## [Records for processing]

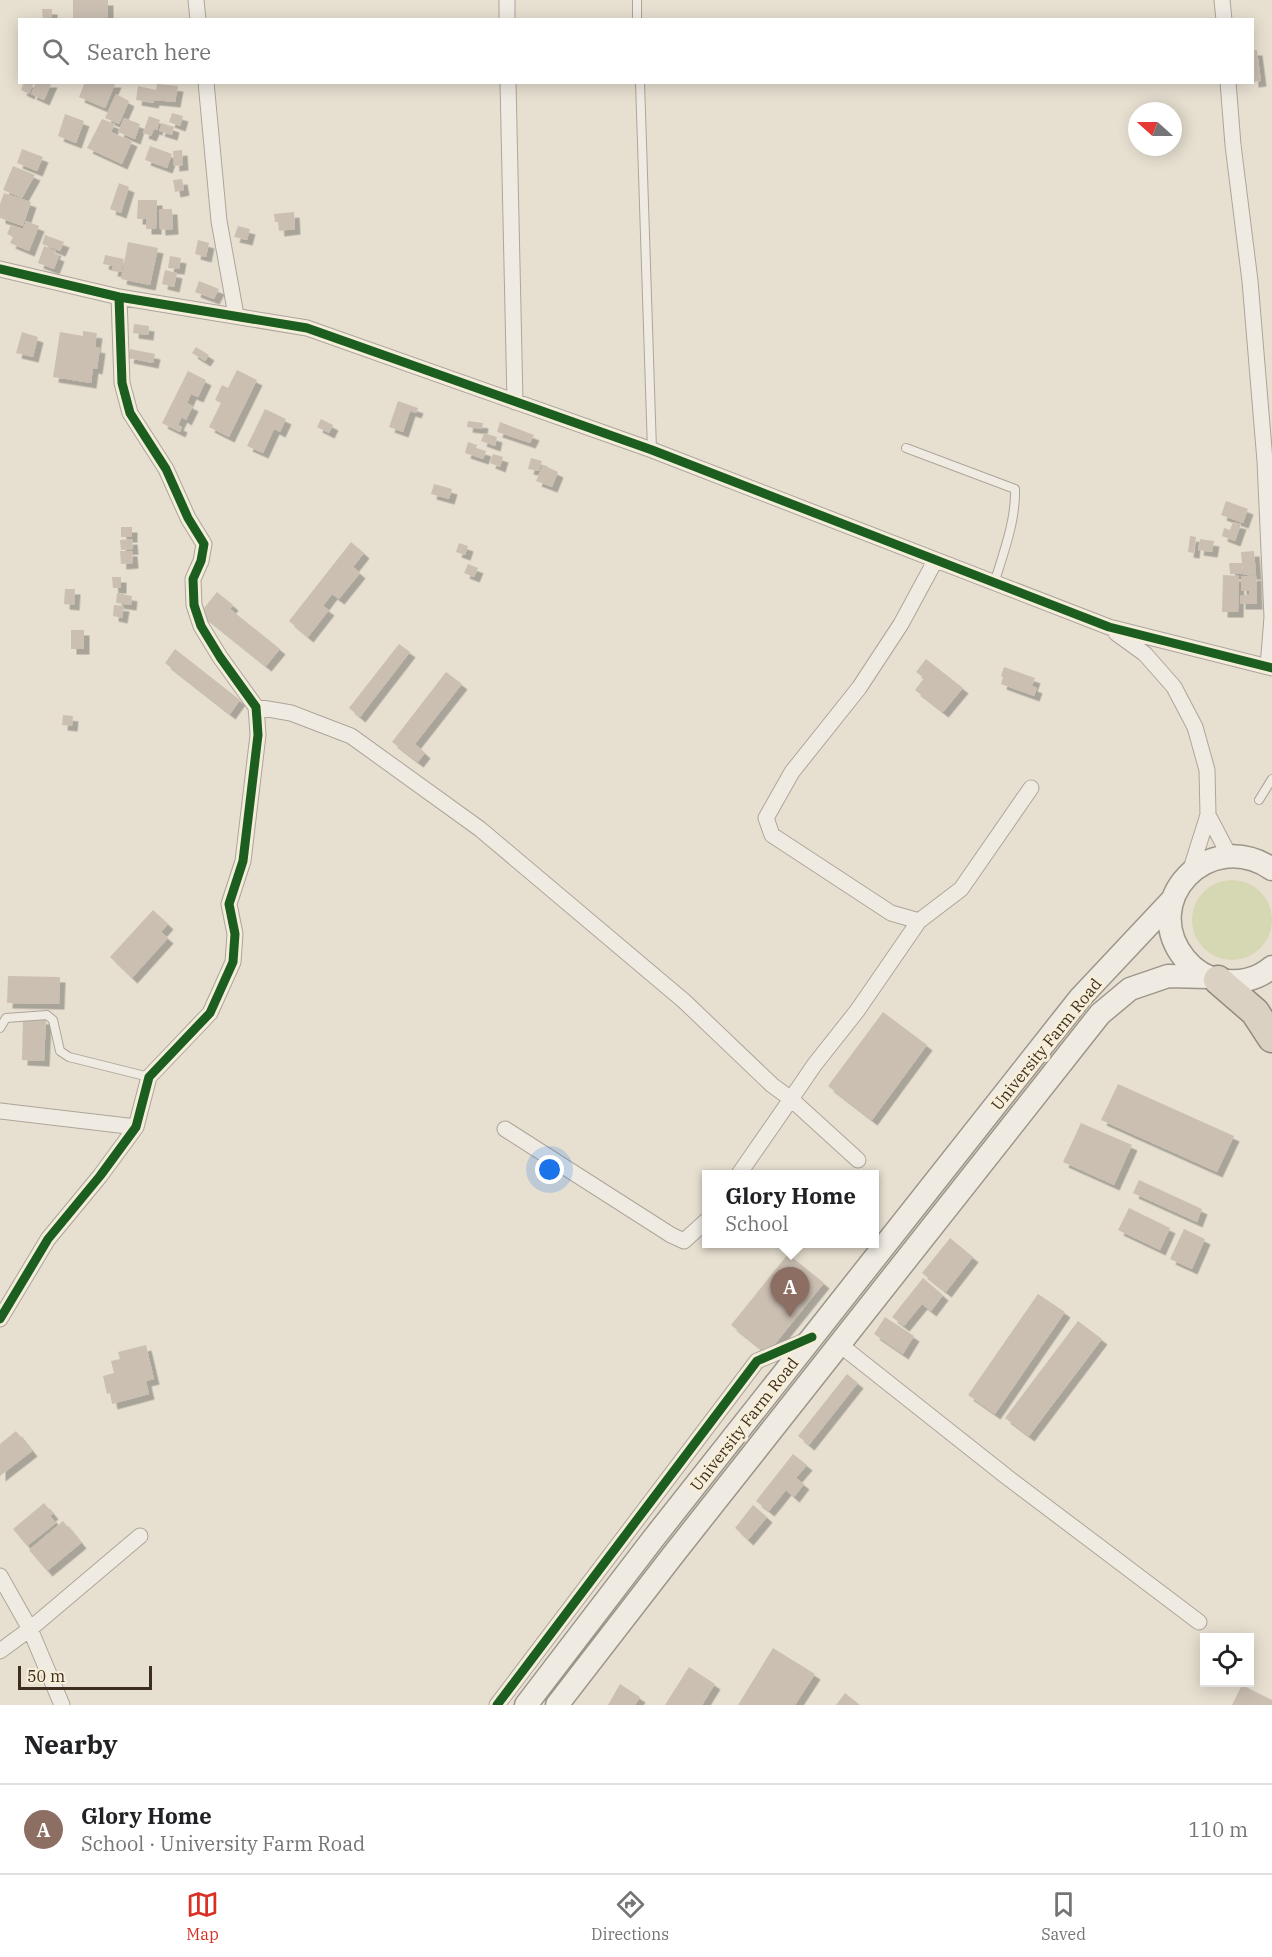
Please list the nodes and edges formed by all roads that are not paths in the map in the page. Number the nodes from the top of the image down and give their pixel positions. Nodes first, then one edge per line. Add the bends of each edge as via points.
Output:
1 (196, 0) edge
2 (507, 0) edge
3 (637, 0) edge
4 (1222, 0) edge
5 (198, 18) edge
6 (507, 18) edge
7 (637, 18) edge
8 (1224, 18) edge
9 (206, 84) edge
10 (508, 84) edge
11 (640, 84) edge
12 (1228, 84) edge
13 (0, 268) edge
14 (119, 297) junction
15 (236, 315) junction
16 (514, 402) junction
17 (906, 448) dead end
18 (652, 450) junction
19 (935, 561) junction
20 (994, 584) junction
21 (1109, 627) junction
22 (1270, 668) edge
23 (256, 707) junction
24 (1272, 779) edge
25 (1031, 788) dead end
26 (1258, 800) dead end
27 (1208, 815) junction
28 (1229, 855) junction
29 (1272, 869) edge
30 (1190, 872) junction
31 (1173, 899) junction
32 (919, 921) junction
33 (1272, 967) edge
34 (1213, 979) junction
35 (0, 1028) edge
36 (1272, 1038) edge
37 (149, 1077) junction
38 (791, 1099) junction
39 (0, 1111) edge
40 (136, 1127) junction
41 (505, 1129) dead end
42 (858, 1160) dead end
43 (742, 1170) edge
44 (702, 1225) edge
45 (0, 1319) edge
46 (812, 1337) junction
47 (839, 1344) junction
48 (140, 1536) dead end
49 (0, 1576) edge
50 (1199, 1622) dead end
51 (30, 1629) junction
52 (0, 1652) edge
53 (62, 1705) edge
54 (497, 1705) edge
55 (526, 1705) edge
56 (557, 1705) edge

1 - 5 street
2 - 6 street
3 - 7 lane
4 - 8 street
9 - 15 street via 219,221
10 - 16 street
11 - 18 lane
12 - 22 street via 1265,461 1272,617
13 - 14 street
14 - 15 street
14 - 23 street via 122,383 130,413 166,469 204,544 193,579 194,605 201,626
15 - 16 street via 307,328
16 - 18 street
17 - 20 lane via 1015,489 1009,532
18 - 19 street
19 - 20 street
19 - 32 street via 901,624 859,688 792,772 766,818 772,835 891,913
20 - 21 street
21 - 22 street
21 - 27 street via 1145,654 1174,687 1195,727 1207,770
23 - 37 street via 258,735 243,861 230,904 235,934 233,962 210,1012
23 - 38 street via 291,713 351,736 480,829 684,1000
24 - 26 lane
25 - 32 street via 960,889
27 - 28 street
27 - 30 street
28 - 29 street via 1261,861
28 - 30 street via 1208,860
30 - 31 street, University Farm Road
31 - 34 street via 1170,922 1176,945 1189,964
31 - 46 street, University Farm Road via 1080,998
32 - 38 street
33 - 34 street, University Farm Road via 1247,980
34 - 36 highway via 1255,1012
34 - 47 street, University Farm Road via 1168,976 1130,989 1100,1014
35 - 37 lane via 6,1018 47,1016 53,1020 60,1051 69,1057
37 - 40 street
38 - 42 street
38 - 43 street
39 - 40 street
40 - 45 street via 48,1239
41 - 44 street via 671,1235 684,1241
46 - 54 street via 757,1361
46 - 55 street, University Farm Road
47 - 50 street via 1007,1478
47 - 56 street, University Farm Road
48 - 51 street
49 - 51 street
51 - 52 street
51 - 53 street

## [Work request]
Transcribe every entry above exactly as it stands, but skip the images.

## [Solved problem]
Please list the nodes and edges formed by all roads that are not paths in the map in the page. Number the nodes from the top of the image down and give their pixel positions. Nodes first, then one edge per line. Add the bends of each edge as via points.
Output:
1 (196, 0) edge
2 (507, 0) edge
3 (637, 0) edge
4 (1222, 0) edge
5 (198, 18) edge
6 (507, 18) edge
7 (637, 18) edge
8 (1224, 18) edge
9 (206, 84) edge
10 (508, 84) edge
11 (640, 84) edge
12 (1228, 84) edge
13 (0, 268) edge
14 (119, 297) junction
15 (236, 315) junction
16 (514, 402) junction
17 (906, 448) dead end
18 (652, 450) junction
19 (935, 561) junction
20 (994, 584) junction
21 (1109, 627) junction
22 (1270, 668) edge
23 (256, 707) junction
24 (1272, 779) edge
25 (1031, 788) dead end
26 (1258, 800) dead end
27 (1208, 815) junction
28 (1229, 855) junction
29 (1272, 869) edge
30 (1190, 872) junction
31 (1173, 899) junction
32 (919, 921) junction
33 (1272, 967) edge
34 (1213, 979) junction
35 (0, 1028) edge
36 (1272, 1038) edge
37 (149, 1077) junction
38 (791, 1099) junction
39 (0, 1111) edge
40 (136, 1127) junction
41 (505, 1129) dead end
42 (858, 1160) dead end
43 (742, 1170) edge
44 (702, 1225) edge
45 (0, 1319) edge
46 (812, 1337) junction
47 (839, 1344) junction
48 (140, 1536) dead end
49 (0, 1576) edge
50 (1199, 1622) dead end
51 (30, 1629) junction
52 (0, 1652) edge
53 (62, 1705) edge
54 (497, 1705) edge
55 (526, 1705) edge
56 (557, 1705) edge

1 - 5 street
2 - 6 street
3 - 7 lane
4 - 8 street
9 - 15 street via 219,221
10 - 16 street
11 - 18 lane
12 - 22 street via 1265,461 1272,617
13 - 14 street
14 - 15 street
14 - 23 street via 122,383 130,413 166,469 204,544 193,579 194,605 201,626
15 - 16 street via 307,328
16 - 18 street
17 - 20 lane via 1015,489 1009,532
18 - 19 street
19 - 20 street
19 - 32 street via 901,624 859,688 792,772 766,818 772,835 891,913
20 - 21 street
21 - 22 street
21 - 27 street via 1145,654 1174,687 1195,727 1207,770
23 - 37 street via 258,735 243,861 230,904 235,934 233,962 210,1012
23 - 38 street via 291,713 351,736 480,829 684,1000
24 - 26 lane
25 - 32 street via 960,889
27 - 28 street
27 - 30 street
28 - 29 street via 1261,861
28 - 30 street via 1208,860
30 - 31 street, University Farm Road
31 - 34 street via 1170,922 1176,945 1189,964
31 - 46 street, University Farm Road via 1080,998
32 - 38 street
33 - 34 street, University Farm Road via 1247,980
34 - 36 highway via 1255,1012
34 - 47 street, University Farm Road via 1168,976 1130,989 1100,1014
35 - 37 lane via 6,1018 47,1016 53,1020 60,1051 69,1057
37 - 40 street
38 - 42 street
38 - 43 street
39 - 40 street
40 - 45 street via 48,1239
41 - 44 street via 671,1235 684,1241
46 - 54 street via 757,1361
46 - 55 street, University Farm Road
47 - 50 street via 1007,1478
47 - 56 street, University Farm Road
48 - 51 street
49 - 51 street
51 - 52 street
51 - 53 street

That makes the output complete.